Anthony also refers to the difference between hymns and Christian pop music. There’s something to be written about how the latter has actually been feeding back into mainstream popular culture of late, especially through the reality pop shows where, in Australia at least, an extraordinary number of the contestants (including the winner of Australian Idol) come from a church background, generally from the big, auditorium-style Pentecostal churches where there is a full backing band and solo performance (with applause!) is a regular part of the service. At my Baptist church there was none of this showbiz, but efforts to appeal to “the youth” did see the replacement of hymns in some services by “choruses,” which were actually not very rock-and-roll at all apart from the fact that they were playable on guitars.
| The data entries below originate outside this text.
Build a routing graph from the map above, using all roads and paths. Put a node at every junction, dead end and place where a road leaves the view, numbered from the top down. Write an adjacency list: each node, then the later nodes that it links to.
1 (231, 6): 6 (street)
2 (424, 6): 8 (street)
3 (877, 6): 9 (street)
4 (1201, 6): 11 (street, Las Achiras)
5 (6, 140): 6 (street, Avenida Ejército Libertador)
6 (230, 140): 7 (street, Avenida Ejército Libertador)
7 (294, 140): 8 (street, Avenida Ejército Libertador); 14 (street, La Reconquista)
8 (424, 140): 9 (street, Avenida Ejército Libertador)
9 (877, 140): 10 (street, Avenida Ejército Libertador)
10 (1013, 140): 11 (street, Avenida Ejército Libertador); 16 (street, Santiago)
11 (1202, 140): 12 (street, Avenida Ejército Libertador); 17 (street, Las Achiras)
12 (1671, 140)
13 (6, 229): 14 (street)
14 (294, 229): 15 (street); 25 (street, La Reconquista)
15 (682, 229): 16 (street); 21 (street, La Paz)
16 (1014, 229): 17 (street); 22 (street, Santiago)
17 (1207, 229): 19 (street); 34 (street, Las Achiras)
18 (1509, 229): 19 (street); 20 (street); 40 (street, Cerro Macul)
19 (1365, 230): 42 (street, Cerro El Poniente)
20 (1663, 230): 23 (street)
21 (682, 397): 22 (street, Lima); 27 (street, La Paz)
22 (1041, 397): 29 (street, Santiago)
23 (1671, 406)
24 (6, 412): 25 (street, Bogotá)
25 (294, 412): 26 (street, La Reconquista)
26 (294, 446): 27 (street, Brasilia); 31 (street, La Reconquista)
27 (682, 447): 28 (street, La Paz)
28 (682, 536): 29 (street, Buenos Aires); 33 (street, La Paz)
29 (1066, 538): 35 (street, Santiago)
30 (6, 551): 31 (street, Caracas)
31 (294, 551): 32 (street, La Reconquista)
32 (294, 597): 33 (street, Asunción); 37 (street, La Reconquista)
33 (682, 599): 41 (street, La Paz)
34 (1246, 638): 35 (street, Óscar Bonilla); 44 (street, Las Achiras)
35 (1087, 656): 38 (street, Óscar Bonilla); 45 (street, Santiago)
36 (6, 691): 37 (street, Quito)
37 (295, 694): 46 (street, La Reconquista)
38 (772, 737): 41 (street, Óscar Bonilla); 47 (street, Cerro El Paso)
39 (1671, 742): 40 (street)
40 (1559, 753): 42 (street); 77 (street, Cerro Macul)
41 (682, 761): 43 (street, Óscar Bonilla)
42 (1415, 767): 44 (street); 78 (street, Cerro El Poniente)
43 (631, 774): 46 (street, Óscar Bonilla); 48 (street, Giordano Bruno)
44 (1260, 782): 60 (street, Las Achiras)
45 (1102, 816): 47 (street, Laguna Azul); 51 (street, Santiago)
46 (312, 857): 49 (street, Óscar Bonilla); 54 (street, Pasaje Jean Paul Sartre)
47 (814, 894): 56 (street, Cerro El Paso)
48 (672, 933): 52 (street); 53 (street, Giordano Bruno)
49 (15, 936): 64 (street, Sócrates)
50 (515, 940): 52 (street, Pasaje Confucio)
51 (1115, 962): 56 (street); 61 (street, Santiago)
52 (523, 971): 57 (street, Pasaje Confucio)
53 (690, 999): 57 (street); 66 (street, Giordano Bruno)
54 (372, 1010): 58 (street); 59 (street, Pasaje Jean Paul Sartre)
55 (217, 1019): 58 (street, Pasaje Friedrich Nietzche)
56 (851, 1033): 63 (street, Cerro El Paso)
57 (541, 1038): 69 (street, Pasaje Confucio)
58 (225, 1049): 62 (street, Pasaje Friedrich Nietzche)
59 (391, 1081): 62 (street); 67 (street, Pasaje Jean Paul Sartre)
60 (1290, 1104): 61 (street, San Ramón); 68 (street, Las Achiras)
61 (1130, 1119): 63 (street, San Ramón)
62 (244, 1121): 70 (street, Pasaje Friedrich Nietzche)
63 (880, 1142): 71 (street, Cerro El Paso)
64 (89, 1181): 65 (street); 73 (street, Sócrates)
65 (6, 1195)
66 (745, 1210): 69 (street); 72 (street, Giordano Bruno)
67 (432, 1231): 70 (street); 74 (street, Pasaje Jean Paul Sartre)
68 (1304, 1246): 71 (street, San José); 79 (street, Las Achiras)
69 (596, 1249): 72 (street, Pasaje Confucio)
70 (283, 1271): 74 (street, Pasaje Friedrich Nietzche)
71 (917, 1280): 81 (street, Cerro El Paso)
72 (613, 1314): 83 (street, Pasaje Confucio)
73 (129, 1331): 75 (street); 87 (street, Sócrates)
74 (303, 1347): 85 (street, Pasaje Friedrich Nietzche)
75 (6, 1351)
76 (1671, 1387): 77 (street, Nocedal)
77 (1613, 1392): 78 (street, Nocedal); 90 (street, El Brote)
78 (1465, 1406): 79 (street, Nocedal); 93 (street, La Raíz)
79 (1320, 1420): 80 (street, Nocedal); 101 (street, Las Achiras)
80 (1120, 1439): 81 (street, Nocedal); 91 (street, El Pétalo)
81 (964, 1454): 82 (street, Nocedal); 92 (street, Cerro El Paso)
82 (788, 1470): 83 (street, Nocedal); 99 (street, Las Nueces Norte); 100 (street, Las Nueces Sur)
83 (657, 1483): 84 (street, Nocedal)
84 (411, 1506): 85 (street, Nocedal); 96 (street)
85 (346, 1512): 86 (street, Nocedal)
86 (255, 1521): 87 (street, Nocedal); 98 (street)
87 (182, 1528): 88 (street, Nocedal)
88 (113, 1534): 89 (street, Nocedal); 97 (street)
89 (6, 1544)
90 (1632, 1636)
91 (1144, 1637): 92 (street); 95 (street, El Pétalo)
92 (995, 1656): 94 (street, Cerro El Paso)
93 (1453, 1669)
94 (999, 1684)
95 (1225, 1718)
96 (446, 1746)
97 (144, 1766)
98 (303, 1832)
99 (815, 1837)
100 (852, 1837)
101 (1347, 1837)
It’s hard to describe exactly what they sounded like; the nearest equivalent I can think of is the early 70s Broadway quasi-folk of Godspell or even Hair. In any case, they were absolutely hideous, but partly because they generally used well-known words straight out of the bible, instead of the second-degree theological fustian of trad hymns, they were more suited to the style of worship that lots of “young people” of my acquaintance embraced: intense, emotional and almost at times trance-like. Don’t blame us, we didn’t even have acid house back then!